Angels in our community

Angels in our community

This season, as we celebrate the angels who played a crucial role in heralding the birth of Jesus, we also celebrate angels in our own midst who work to strengthen our churches and communities.

Among those angels who walk among us are the people who dedicate their time and talents to St. Mary, Our Lady of Guadalupe Parish’s Holly Berry Fair, an annual tradition that raises funds for the Kittanning church’s mission and ministries. This year, the fair is scheduled for December 3 and 4.

“Angels can be people who show concern for our community,” said Father Ronald L. Maquiñana, Pastor of St. Mary, Our Lady of Guadalupe Parish. “Even with the pandemic, the volunteers we have for this fair are hopeful, positive and resilient.”

One of these angels was the first person Father Maquiñana met when he joined the parish: lifelong parishioner Helen Gispanski. For nearly 25 years, Gispanski has worn many hats in service to the parish: providing Eucharistic ministry to the homebound, decorating for events, cleaning and, of course, helping with the Holly Berry Fair that started in 1983 as a fundraiser to build the parish hall.

“Almost every day of Helen’s life is in the church,” Father Maquiñana said. “I am very grateful for her presence, time and generosity, and I would say she is one of the angels that helps make this parish more active and vibrant.”

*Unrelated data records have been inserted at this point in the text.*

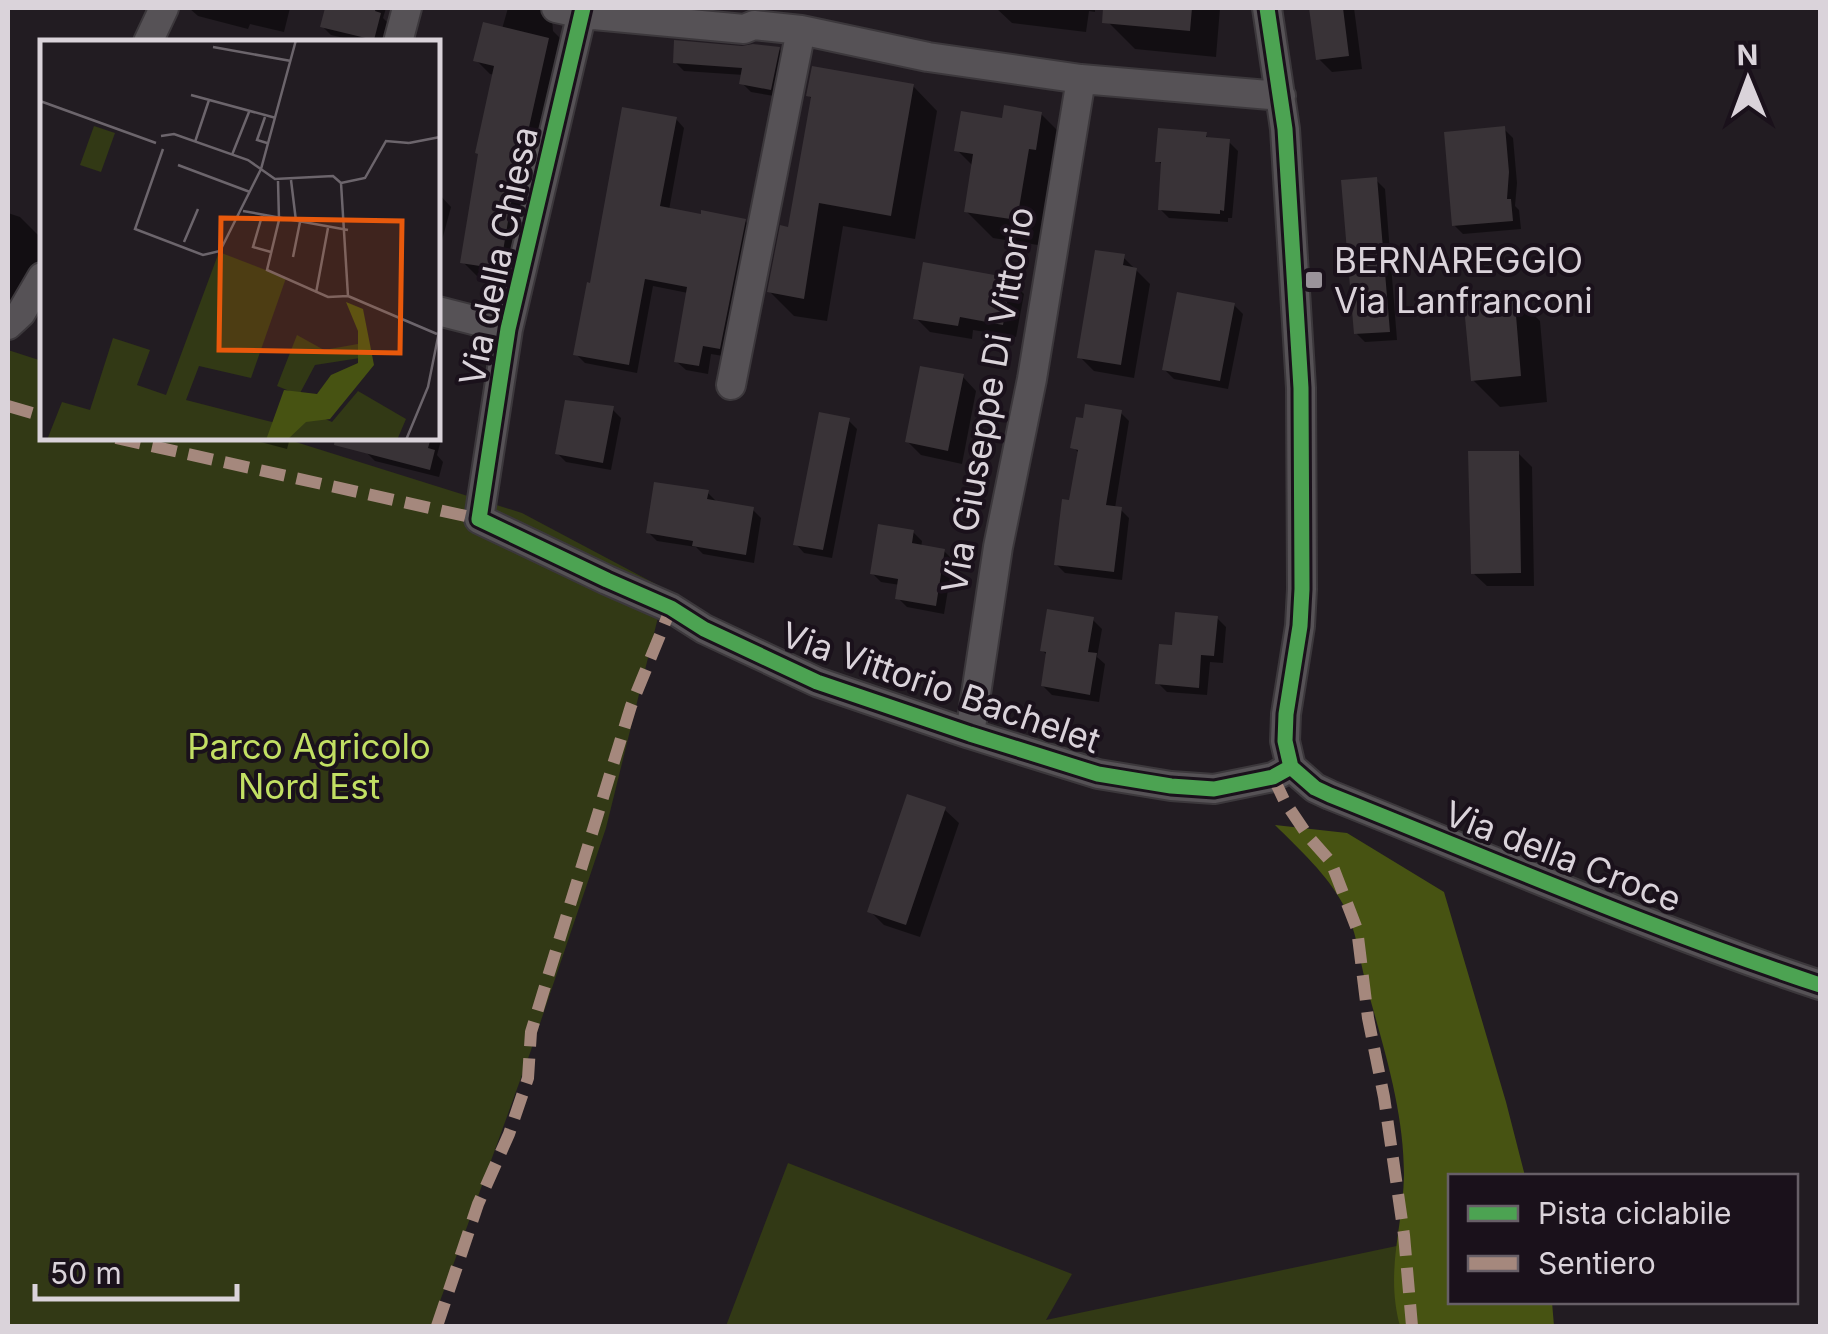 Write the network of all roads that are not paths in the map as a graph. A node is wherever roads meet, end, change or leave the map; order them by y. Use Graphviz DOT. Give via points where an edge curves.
graph roads {
  1 [pos="164,8"];
  2 [pos="407,8"];
  3 [pos="556,8"];
  4 [pos="1267,8"];
  5 [pos="584,11"];
  6 [pos="753,16"];
  7 [pos="801,30"];
  8 [pos="149,40"];
  9 [pos="399,40"];
  10 [pos="1081,79"];
  11 [pos="1281,96"];
  12 [pos="40,280"];
  13 [pos="440,312"];
  14 [pos="8,325"];
  15 [pos="508,330"];
  16 [pos="732,385"];
  17 [pos="479,519"];
  18 [pos="970,734"];
  19 [pos="1290,767"];
  20 [pos="1820,985"];
  1 -- 8 [label="street"];
  2 -- 9 [label="street"];
  3 -- 5 [label="street"];
  4 -- 11 [label="street"];
  5 -- 6 [label="street" via="744,29"];
  5 -- 15 [label="street, Via della Chiesa"];
  6 -- 7 [label="street"];
  7 -- 10 [label="street" via="928,58"];
  7 -- 16 [label="street"];
  10 -- 11 [label="street"];
  10 -- 18 [label="street, Via Giuseppe Di Vittorio"];
  11 -- 19 [label="street" via="1301,388 1302,589 1284,726"];
  12 -- 14 [label="street"];
  13 -- 15 [label="street"];
  15 -- 17 [label="street, Via della Chiesa"];
  17 -- 18 [label="street, Via Vittorio Bachelet" via="817,682"];
  18 -- 19 [label="street, Via Vittorio Bachelet" via="1098,774 1171,786 1235,786"];
  19 -- 20 [label="street, Via della Croce" via="1315,788 1502,866"];
}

Fair volunteer Roseann Ribycki helps organize the basket raffle that this year will feature 65 baskets. Ribycki marvels at the generosity of her fellow parishioners and local businesses in the community who support the event — even as the COVID-19 pandemic creates challenges for everyone.

“Because of COVID, our fair has changed quite a bit, and we did not go solicit in the communities,” Ribycki said. “But the businesses were still more than generous and offered to donate without us even asking. We only expected 30 or 40 baskets this year, so to have 65 is tremendous.”

Among this year’s basket themes are sports, Italian night, tacos and Legos; other baskets feature items from local restaurants and salons and Christmas baking supplies. The most popular basket each year is the lottery tree.

The fair will feature a soup and bread sale, takeout stuffed chicken dinners, a raffle for cash prizes, a sale of used Christmas items, and children’s surprise packages. Due to COVID-19 precautions, the traditional bake sale will not be part of this year’s fair.

Patty Swartzlander, a 25-year volunteer, noted that the combined generosity of all involved with the Holly Berry Fair helps to raise up to $20,000 annually to support the church, although this total is expected to be lower this year due to the pandemic. She said the fair brings out the best in everyone, even people who aren’t part of the parish.

 “The original Santa and Mrs. Claus weren’t even Catholic, but they refused pay and simply offered to come for the children year after year,” she said.